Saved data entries

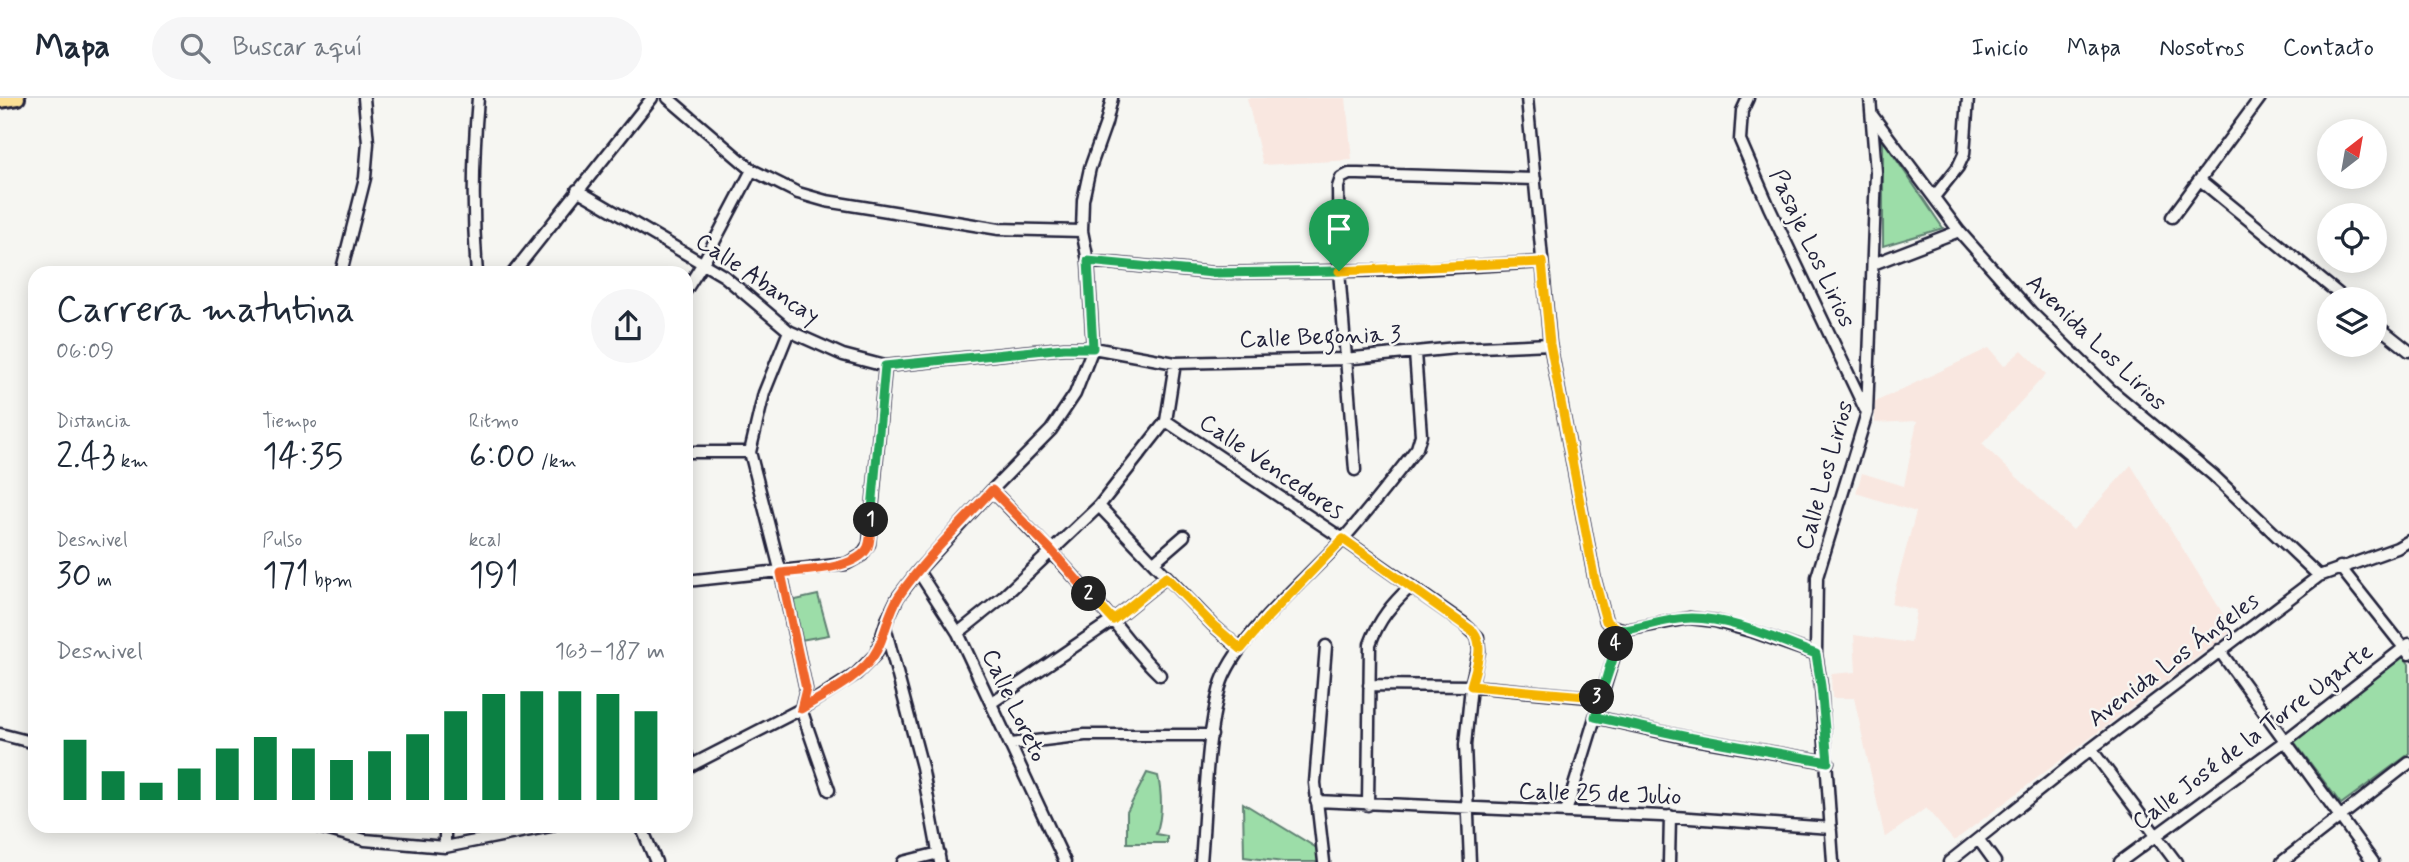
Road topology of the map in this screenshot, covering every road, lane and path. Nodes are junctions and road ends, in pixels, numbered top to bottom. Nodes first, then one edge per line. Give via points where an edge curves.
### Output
1 (16, 98) edge
2 (364, 98) edge
3 (478, 98) edge
4 (652, 98) edge
5 (668, 98) edge
6 (1112, 98) edge
7 (1527, 98) edge
8 (1748, 98) edge
9 (1870, 98) edge
10 (1968, 98) edge
11 (2260, 98) edge
12 (0, 101) edge
13 (1872, 115) junction
14 (752, 170) junction
15 (1535, 179) junction
16 (2200, 180) junction
17 (577, 190) junction
18 (1934, 197) junction
19 (2172, 217) dead end
20 (1082, 231) junction
21 (1959, 231) junction
22 (1088, 261) junction
23 (1542, 262) junction
24 (703, 263) junction
25 (1873, 264) junction
26 (343, 266) edge
27 (477, 266) edge
28 (518, 266) edge
29 (1339, 271) junction
30 (693, 279) edge
31 (2330, 287) edge
32 (789, 331) junction
33 (2387, 334) edge
34 (1550, 344) junction
35 (1093, 348) junction
36 (2409, 351) edge
37 (1415, 353) junction
38 (1344, 359) junction
39 (1175, 363) junction
40 (885, 366) junction
41 (1867, 413) junction
42 (1166, 421) junction
43 (693, 452) edge
44 (750, 452) junction
45 (1355, 470) dead end
46 (992, 490) junction
47 (1099, 506) junction
48 (1184, 536) dead end
49 (1343, 539) junction
50 (2409, 541) edge
51 (1051, 550) junction
52 (1154, 562) junction
53 (2340, 567) junction
54 (918, 571) junction
55 (781, 573) junction
56 (2319, 576) junction
57 (1166, 577) junction
58 (693, 580) edge
59 (1411, 586) junction
60 (1113, 620) junction
61 (885, 627) junction
62 (1618, 629) junction
63 (958, 633) junction
64 (1326, 646) dead end
65 (2407, 648) edge
66 (1241, 649) junction
67 (2219, 650) junction
68 (1816, 654) junction
69 (1160, 675) dead end
70 (1368, 685) junction
71 (1471, 686) junction
72 (1600, 698) junction
73 (990, 703) junction
74 (801, 709) junction
75 (1595, 717) junction
76 (0, 734) edge
77 (1212, 735) junction
78 (28, 741) edge
79 (2285, 741) junction
80 (1011, 744) junction
81 (2091, 748) junction
82 (1828, 762) junction
83 (2409, 763) edge
84 (693, 764) edge
85 (828, 790) dead end
86 (1316, 801) junction
87 (1368, 805) junction
88 (1466, 809) junction
89 (1566, 811) junction
90 (1670, 816) junction
91 (2340, 817) junction
92 (1831, 828) junction
93 (340, 833) edge
94 (445, 833) edge
95 (499, 833) edge
96 (644, 833) edge
97 (2156, 836) junction
98 (1979, 840) junction
99 (445, 847) junction
100 (939, 858) edge
101 (656, 862) edge
102 (903, 862) edge
103 (1065, 862) edge
104 (1201, 862) edge
105 (1324, 862) edge
106 (1470, 862) edge
107 (1669, 862) edge
108 (1833, 862) edge
109 (1949, 862) edge
110 (1995, 862) edge
111 (2120, 862) edge
112 (2176, 862) edge
113 (2282, 862) edge
114 (2373, 862) edge

1 - 12 main road
2 - 26 street via 365,177
3 - 27 street via 473,145
4 - 17 street
5 - 14 street
6 - 20 street via 1083,200
7 - 15 street
8 - 41 street, Pasaje Los Lirios via 1740,140
9 - 13 street, Calle Los Lirios
10 - 18 street via 1964,154
11 - 16 street
13 - 18 street, Avenida Los Lirios
13 - 25 street, Calle Los Lirios via 1876,172
14 - 20 street via 826,201 999,229
14 - 24 street
15 - 23 street
15 - 29 street via 1344,176 1338,187
16 - 19 street
16 - 31 street
17 - 24 street, Calle Abancay
17 - 28 street
18 - 21 street, Avenida Los Lirios
20 - 22 street
21 - 25 street
21 - 56 street, Avenida Los Lirios via 2031,312 2111,390 2213,475
22 - 29 street via 1213,273
22 - 35 street
23 - 29 street
23 - 34 street
24 - 30 street
24 - 32 street, Calle Abancay
25 - 41 street, Calle Los Lirios
29 - 38 street
32 - 40 street, Calle Abancay via 842,355
32 - 44 street via 764,393
33 - 36 street
34 - 37 street, Calle Begonia 3
34 - 62 street via 1595,581 1606,621
35 - 39 street, Calle Begonia 3
35 - 40 street, Calle Abancay
35 - 46 street via 1075,394 1051,430
37 - 38 street, Calle Begonia 3
37 - 49 street via 1418,449
38 - 39 street, Calle Begonia 3
38 - 45 street
39 - 42 street
40 - 55 street via 866,550 846,564
41 - 68 street, Calle Los Lirios via 1816,577
42 - 47 street
42 - 49 street, Calle Vencedores
43 - 44 street
44 - 55 street
46 - 51 street
46 - 54 street
47 - 51 street
47 - 52 street
48 - 52 street
49 - 59 street, Calle Vencedores
49 - 66 street
50 - 53 street, Avenida Los Ángeles
51 - 60 street
51 - 63 street
52 - 57 street
53 - 56 street, Avenida Los Ángeles
53 - 65 street
54 - 61 street via 898,597
54 - 63 street, Calle Loreto
55 - 58 street
55 - 74 street via 806,689
56 - 67 street, Avenida Los Ángeles
57 - 60 street
57 - 66 street
59 - 70 street via 1377,625 1370,644
59 - 71 street, Calle Vencedores via 1478,637
60 - 69 street
60 - 73 street
61 - 74 street via 876,654 856,674
61 - 100 street via 922,767
62 - 68 street via 1689,618 1714,621
62 - 72 street
63 - 73 street, Calle Loreto
64 - 86 street
65 - 79 street, Calle José de la Torre Ugarte
66 - 77 street via 1220,686
67 - 79 street
67 - 81 street, Avenida Los Ángeles
68 - 82 street, Calle Los Lirios
70 - 71 street
70 - 87 street
71 - 72 street
71 - 88 street via 1465,746
72 - 75 street
73 - 80 street, Calle Loreto
74 - 84 street
74 - 85 street
75 - 82 street
75 - 89 street
76 - 78 street
77 - 80 street via 1085,735
77 - 104 street
79 - 91 street
79 - 97 street, Calle José de la Torre Ugarte
80 - 103 street, Calle Loreto
81 - 97 street
81 - 98 street, Avenida Los Ángeles
82 - 92 street, Calle Los Lirios
83 - 91 street
86 - 87 street, Calle 25 de Julio
86 - 105 street
87 - 88 street, Calle 25 de Julio
88 - 89 street, Calle 25 de Julio
88 - 106 street
89 - 90 street, Calle 25 de Julio
90 - 92 street, Calle 25 de Julio
90 - 107 street
91 - 113 street
91 - 114 street
92 - 108 street, Calle Los Lirios
93 - 99 street via 365,840
94 - 99 street
95 - 99 street
96 - 101 street
97 - 111 street, Calle José de la Torre Ugarte
97 - 112 street
98 - 109 street, Avenida Los Ángeles
98 - 110 street
100 - 102 street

Exercise> Identify every line above that includes the word "Avenida", and show those lines.

Written response>
13 - 18 street, Avenida Los Lirios
18 - 21 street, Avenida Los Lirios
21 - 56 street, Avenida Los Lirios via 2031,312 2111,390 2213,475
50 - 53 street, Avenida Los Ángeles
53 - 56 street, Avenida Los Ángeles
56 - 67 street, Avenida Los Ángeles
67 - 81 street, Avenida Los Ángeles
81 - 98 street, Avenida Los Ángeles
98 - 109 street, Avenida Los Ángeles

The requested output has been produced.